= Delphine Marris-Morini =

French nanoscientist and electronics engineer

Delphine Marris-Morini is a French nanoscientist and electronics engineer whose research concerns silicon photonics and photonic integrated circuits. She is a professor at Paris-Saclay University, affiliated with the CNRS Centre for Nanoscience and Nanotechnology (C2N).

==Education and career==
Marris-Morini has an engineering degree from Télécom Paris and a master's degree from Pierre and Marie Curie University. She completed her Ph.D. in 2004 through Paris-Sud University. Her dissertation, Conception et réalisation d'un modulateur de lumière intégré en microphotonique silicium, was directed by Suzanne Laval.

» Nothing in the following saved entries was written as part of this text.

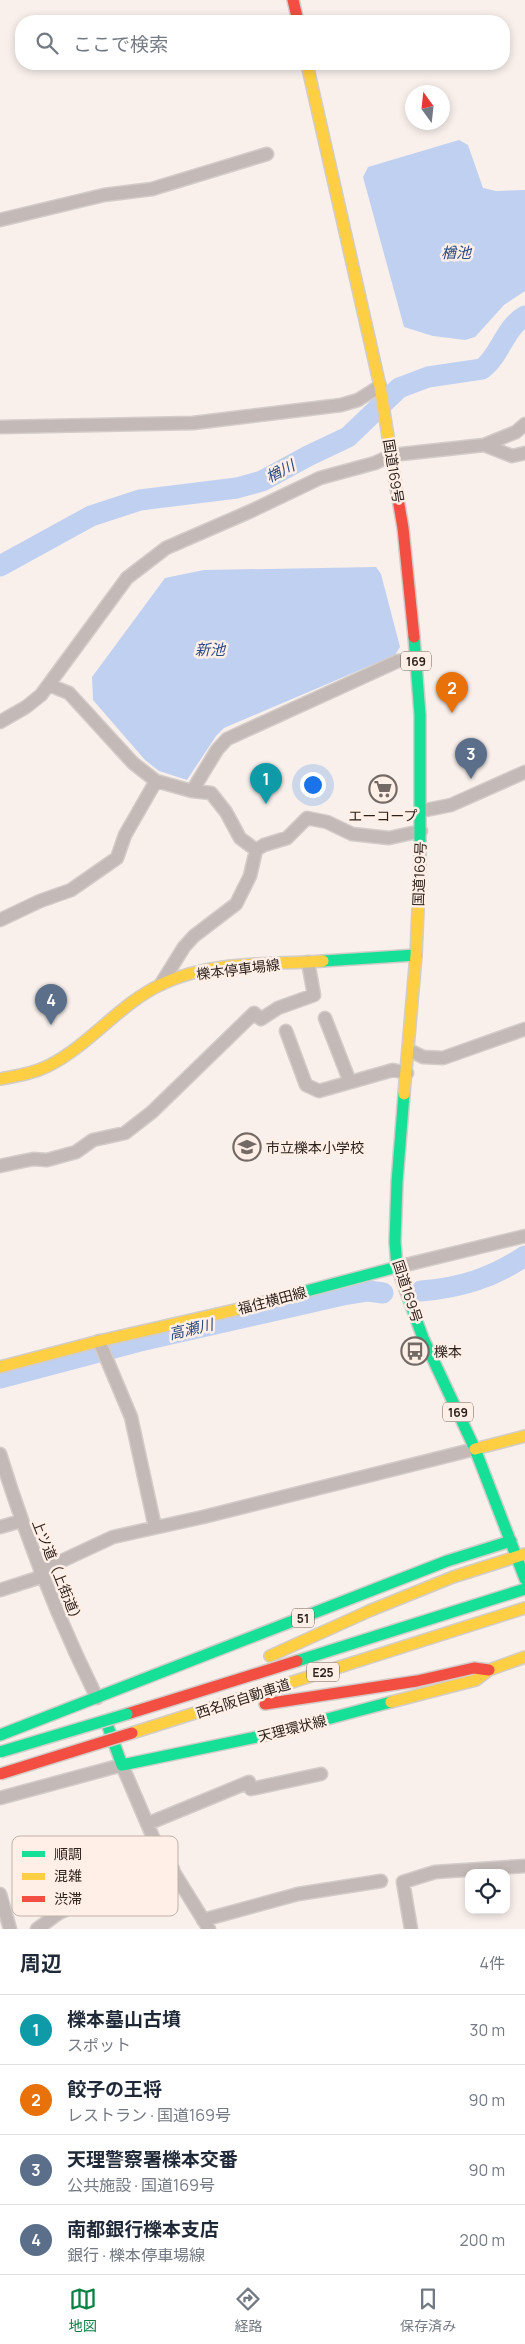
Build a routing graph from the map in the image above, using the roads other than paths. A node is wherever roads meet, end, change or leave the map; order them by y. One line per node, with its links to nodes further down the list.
1 (293, 0): 2 (main road)
2 (297, 15)
3 (309, 70): 6 (main road, 国道169号 / 169)
4 (266, 154): 5 (street)
5 (0, 220)
6 (380, 386): 8 (street); 11 (main road, 国道169号 / 169)
7 (525, 424): 9 (street)
8 (0, 426)
9 (484, 445): 10 (street); 11 (street)
10 (525, 453)
11 (392, 455): 12 (main road, 国道169号 / 169); 13 (street)
12 (416, 659): 17 (street); 18 (main road, 国道169号 / 169)
13 (50, 685): 14 (street); 16 (street)
14 (0, 722)
15 (525, 772): 18 (street)
16 (156, 781): 17 (street); 21 (street)
17 (192, 790): 20 (street)
18 (421, 811): 19 (main road, 国道169号 / 169)
19 (421, 831): 20 (street); 22 (main road, 国道169号 / 169)
20 (256, 850): 24 (street)
21 (0, 920)
22 (416, 955): 23 (main road, 櫟本停車場線); 28 (main road, 国道169号 / 169)
23 (308, 962): 24 (main road, 櫟本停車場線); 32 (street)
24 (161, 984): 30 (main road, 櫟本停車場線)
25 (326, 1018): 31 (street)
26 (525, 1029): 28 (street)
27 (286, 1031): 31 (street)
28 (409, 1050): 29 (main road, 国道169号 / 169)
29 (407, 1073): 31 (street); 34 (main road, 国道169号 / 169)
30 (0, 1080)
31 (350, 1082)
32 (0, 1166)
33 (525, 1236): 34 (street)
34 (397, 1267): 35 (main road, 福住横田線); 38 (main road, 国道169号 / 169)
35 (99, 1341): 36 (main road, 福住横田線); 42 (street)
36 (0, 1367)
37 (525, 1436): 38 (main road)
38 (475, 1449): 42 (street); 44 (main road, 国道169号 / 169)
39 (0, 1454): 40 (street, 上ツ道（上街道）)
40 (21, 1521): 41 (street); 46 (street, 上ツ道（上街道）)
41 (0, 1527)
42 (155, 1527): 46 (street)
43 (525, 1539): 44 (main road)
44 (511, 1541): 45 (main road, 国道169号 / 169); 53 (main road, 51)
45 (521, 1556): 47 (main road, 国道169号 / 169); 54 (main road)
46 (42, 1574): 49 (street); 53 (street, 上ツ道（上街道）)
47 (525, 1579)
48 (525, 1589): 54 (main road, 西名阪自動車道 / E25)
49 (0, 1590)
50 (519, 1610): 57 (main road, 西名阪自動車道 / E25)
51 (525, 1658): 52 (main road, 天理環状線)
52 (489, 1670): 57 (main road); 60 (main road, 天理環状線)
53 (97, 1698): 55 (main road, 51); 60 (main road)
54 (146, 1708): 59 (main road, 西名阪自動車道 / E25, bridge)
55 (46, 1717): 56 (street); 58 (main road, 51)
56 (0, 1726)
57 (148, 1728): 61 (main road, 西名阪自動車道 / E25, bridge)
58 (0, 1735)
59 (0, 1752)
60 (122, 1765): 63 (street); 64 (street)
61 (0, 1774)
62 (321, 1774): 64 (street)
63 (0, 1798)
64 (147, 1824): 65 (street)
65 (152, 1836)
66 (525, 1866): 74 (street)
67 (178, 1877): 71 (street)
68 (381, 1880): 71 (street)
69 (0, 1894): 72 (street)
70 (55, 1916): 73 (street)
71 (206, 1924)
72 (10, 1929)
73 (37, 1929)
74 (411, 1929)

She worked as a maître de conférences at the Institute of Fundamental Electronics (IEF) of CNRS and Paris-Saclay University for ten years, before becoming a professor at Paris-Saclay University in 2015. in 2016, the Institute of Fundamental Electronics merged with the Laboratory of Photonics and Nanostructures to become the Centre for Nanoscience and Nanotechnology (C2N).

==Recognition==
Marris-Morini received the CNRS Bronze Medal in 2013 and the CNRS Silver Medal in 2026. She was a junior member of the Institut Universitaire de France from 2013 to 2018.

She was the 2017 recipient of the Fabry De Gramont prize of the Société Françiase d'Optique (French Optical Society). She was named as a Fellow of Optica in 2025.